• _About this exercise_: Select all lines in the records that include "Vélez".

Dataset items:
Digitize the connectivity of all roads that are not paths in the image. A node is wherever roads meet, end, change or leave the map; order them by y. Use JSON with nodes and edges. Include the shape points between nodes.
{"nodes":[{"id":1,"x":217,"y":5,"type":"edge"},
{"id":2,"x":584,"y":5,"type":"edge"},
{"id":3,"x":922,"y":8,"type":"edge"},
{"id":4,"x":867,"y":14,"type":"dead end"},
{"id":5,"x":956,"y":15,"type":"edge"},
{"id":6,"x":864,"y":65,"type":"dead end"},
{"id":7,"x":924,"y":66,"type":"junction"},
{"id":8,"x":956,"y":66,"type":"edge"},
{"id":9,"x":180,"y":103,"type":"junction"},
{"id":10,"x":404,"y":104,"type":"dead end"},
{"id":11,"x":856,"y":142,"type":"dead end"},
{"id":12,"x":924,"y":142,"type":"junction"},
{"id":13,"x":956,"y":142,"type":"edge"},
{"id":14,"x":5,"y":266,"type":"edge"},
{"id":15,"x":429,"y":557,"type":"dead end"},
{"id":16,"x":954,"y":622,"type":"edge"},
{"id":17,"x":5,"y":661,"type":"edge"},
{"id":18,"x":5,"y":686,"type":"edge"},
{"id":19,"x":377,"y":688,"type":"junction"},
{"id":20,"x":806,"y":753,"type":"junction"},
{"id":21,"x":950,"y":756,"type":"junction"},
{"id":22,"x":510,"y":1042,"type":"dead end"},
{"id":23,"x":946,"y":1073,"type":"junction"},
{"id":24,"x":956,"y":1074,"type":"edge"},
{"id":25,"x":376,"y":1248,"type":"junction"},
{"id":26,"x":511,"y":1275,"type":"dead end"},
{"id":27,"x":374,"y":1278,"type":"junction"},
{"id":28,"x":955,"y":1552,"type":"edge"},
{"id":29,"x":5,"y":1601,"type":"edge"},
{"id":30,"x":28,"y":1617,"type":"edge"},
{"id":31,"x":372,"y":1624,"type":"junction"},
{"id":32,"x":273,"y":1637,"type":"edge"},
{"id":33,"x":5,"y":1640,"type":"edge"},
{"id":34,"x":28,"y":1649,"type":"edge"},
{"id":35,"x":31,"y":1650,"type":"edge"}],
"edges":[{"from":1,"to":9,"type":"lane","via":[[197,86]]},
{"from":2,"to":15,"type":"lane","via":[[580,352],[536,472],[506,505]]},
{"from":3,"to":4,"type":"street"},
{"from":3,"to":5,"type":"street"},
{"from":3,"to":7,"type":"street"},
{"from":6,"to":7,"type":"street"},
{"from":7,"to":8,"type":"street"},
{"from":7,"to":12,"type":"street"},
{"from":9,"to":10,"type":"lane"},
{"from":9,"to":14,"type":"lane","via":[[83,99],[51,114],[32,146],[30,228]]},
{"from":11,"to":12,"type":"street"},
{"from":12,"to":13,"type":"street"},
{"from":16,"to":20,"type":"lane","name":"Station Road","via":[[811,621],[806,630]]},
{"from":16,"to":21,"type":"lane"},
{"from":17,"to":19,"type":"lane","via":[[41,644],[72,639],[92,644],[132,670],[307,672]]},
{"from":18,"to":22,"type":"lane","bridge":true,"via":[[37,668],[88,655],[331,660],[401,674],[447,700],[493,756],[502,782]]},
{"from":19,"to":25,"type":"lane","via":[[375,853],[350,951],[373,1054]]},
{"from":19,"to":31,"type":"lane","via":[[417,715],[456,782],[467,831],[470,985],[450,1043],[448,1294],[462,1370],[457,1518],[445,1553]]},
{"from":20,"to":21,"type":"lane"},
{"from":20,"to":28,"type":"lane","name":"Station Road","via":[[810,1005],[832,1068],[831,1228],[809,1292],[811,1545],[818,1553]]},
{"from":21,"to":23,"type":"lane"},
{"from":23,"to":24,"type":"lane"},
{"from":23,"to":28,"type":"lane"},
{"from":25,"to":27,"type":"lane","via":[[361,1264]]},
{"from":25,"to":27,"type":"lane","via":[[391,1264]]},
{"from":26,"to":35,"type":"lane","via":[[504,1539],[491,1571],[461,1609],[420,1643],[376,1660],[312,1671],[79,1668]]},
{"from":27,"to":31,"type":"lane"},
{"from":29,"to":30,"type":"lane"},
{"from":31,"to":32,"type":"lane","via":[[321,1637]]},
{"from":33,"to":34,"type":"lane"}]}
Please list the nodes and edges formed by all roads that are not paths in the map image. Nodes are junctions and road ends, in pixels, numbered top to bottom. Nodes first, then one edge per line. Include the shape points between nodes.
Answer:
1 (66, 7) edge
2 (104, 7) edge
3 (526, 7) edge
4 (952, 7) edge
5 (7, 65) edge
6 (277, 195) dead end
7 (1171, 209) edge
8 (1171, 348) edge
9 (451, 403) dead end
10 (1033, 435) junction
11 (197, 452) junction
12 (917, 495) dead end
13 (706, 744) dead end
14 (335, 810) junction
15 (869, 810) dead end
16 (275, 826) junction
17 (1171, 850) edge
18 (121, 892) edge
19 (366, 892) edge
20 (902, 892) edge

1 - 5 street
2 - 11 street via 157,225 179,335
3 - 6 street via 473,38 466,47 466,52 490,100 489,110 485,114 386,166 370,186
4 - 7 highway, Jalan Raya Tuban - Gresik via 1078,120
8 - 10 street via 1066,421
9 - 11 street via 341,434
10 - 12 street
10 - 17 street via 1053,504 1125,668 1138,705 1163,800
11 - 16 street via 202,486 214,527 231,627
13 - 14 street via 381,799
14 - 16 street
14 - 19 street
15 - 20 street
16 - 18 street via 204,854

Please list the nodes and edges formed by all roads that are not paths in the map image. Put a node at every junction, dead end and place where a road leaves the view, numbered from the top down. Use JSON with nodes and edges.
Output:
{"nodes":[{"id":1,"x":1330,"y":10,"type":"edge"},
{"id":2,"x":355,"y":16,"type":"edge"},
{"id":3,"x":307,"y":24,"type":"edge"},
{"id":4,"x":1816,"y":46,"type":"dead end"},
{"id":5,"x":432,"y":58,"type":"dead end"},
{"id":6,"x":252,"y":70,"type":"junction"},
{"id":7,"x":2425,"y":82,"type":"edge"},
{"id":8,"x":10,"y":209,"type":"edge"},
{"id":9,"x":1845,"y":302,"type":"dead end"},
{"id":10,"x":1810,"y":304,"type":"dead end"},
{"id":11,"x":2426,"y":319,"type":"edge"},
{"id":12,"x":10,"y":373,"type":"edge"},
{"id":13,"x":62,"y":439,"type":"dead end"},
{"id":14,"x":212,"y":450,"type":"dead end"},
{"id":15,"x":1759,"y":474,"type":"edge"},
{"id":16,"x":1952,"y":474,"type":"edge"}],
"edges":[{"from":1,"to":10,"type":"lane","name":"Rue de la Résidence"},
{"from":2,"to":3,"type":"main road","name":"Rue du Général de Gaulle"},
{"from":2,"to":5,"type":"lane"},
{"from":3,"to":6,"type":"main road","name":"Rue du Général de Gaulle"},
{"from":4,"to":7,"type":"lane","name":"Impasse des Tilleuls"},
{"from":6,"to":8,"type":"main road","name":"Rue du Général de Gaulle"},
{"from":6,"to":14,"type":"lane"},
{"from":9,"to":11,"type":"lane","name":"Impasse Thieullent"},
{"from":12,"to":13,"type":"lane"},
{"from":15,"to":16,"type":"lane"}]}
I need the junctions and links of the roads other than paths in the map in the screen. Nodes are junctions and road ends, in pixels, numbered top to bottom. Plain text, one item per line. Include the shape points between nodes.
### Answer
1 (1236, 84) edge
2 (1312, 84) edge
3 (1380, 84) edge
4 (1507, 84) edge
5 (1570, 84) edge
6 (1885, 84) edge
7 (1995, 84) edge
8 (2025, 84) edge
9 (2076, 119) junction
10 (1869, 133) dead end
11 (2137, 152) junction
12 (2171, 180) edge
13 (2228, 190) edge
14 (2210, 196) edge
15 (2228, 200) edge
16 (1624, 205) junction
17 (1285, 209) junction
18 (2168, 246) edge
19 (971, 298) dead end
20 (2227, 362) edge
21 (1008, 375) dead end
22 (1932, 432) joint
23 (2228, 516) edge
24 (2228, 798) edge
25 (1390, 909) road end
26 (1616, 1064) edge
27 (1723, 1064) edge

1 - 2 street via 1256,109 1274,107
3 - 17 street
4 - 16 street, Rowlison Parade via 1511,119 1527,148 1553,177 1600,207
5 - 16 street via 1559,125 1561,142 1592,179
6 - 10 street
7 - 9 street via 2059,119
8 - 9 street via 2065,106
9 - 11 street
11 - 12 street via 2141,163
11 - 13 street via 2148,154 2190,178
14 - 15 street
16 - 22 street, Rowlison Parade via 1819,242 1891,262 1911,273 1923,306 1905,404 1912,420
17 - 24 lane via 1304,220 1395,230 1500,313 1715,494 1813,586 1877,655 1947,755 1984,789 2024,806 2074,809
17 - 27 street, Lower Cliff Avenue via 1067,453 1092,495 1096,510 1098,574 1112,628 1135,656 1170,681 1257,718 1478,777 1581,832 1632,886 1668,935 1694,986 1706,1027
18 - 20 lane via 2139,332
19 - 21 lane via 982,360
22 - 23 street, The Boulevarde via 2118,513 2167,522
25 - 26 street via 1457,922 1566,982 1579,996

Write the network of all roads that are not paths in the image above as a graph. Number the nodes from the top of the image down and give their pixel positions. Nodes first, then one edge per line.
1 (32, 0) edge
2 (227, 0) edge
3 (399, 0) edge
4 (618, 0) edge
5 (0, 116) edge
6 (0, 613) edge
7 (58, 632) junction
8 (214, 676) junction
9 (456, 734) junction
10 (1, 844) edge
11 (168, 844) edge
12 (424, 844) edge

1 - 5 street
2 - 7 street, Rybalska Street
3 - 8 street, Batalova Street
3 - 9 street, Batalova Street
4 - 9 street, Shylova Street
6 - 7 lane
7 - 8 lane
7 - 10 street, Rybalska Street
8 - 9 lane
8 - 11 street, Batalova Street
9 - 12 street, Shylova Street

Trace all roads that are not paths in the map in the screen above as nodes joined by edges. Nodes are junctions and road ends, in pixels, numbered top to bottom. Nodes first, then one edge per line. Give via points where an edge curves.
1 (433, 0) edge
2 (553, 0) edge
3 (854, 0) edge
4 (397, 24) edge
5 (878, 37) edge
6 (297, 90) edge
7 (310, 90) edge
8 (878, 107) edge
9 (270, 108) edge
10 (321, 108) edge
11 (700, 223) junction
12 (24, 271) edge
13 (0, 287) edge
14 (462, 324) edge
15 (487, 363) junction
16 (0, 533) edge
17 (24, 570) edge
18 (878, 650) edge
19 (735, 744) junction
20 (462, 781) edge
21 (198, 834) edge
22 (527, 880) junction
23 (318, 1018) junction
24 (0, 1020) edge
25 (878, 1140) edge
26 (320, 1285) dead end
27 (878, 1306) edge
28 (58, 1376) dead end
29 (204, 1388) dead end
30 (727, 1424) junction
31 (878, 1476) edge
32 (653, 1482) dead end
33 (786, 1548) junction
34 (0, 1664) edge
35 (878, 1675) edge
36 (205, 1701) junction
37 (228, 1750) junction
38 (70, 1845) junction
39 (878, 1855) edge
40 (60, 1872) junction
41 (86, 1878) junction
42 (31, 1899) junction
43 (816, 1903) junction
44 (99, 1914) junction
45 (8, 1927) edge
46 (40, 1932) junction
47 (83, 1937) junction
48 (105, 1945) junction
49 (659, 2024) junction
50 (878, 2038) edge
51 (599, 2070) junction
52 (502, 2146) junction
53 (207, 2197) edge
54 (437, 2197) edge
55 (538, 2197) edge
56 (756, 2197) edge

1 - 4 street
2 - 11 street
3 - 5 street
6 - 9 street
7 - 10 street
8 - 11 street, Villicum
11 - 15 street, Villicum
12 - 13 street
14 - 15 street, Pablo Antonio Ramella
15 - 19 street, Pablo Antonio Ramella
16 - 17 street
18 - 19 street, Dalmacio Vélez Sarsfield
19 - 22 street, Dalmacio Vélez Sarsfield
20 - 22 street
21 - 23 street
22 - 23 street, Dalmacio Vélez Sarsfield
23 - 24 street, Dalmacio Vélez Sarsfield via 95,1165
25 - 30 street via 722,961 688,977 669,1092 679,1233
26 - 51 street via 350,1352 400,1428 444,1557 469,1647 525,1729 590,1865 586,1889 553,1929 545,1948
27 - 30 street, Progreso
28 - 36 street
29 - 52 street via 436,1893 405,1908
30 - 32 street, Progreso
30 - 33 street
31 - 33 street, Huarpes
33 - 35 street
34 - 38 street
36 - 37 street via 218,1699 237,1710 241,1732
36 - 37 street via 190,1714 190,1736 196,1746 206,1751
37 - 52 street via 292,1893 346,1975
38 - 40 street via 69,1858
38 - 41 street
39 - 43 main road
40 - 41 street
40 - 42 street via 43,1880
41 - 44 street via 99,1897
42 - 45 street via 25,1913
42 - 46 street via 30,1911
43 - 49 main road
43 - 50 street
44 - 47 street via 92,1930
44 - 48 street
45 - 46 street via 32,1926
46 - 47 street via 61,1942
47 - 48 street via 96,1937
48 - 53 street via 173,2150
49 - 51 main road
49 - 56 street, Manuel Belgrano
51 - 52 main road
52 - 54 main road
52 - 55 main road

• _Result of the task_:
18 - 19 street, Dalmacio Vélez Sarsfield
19 - 22 street, Dalmacio Vélez Sarsfield
22 - 23 street, Dalmacio Vélez Sarsfield
23 - 24 street, Dalmacio Vélez Sarsfield via 95,1165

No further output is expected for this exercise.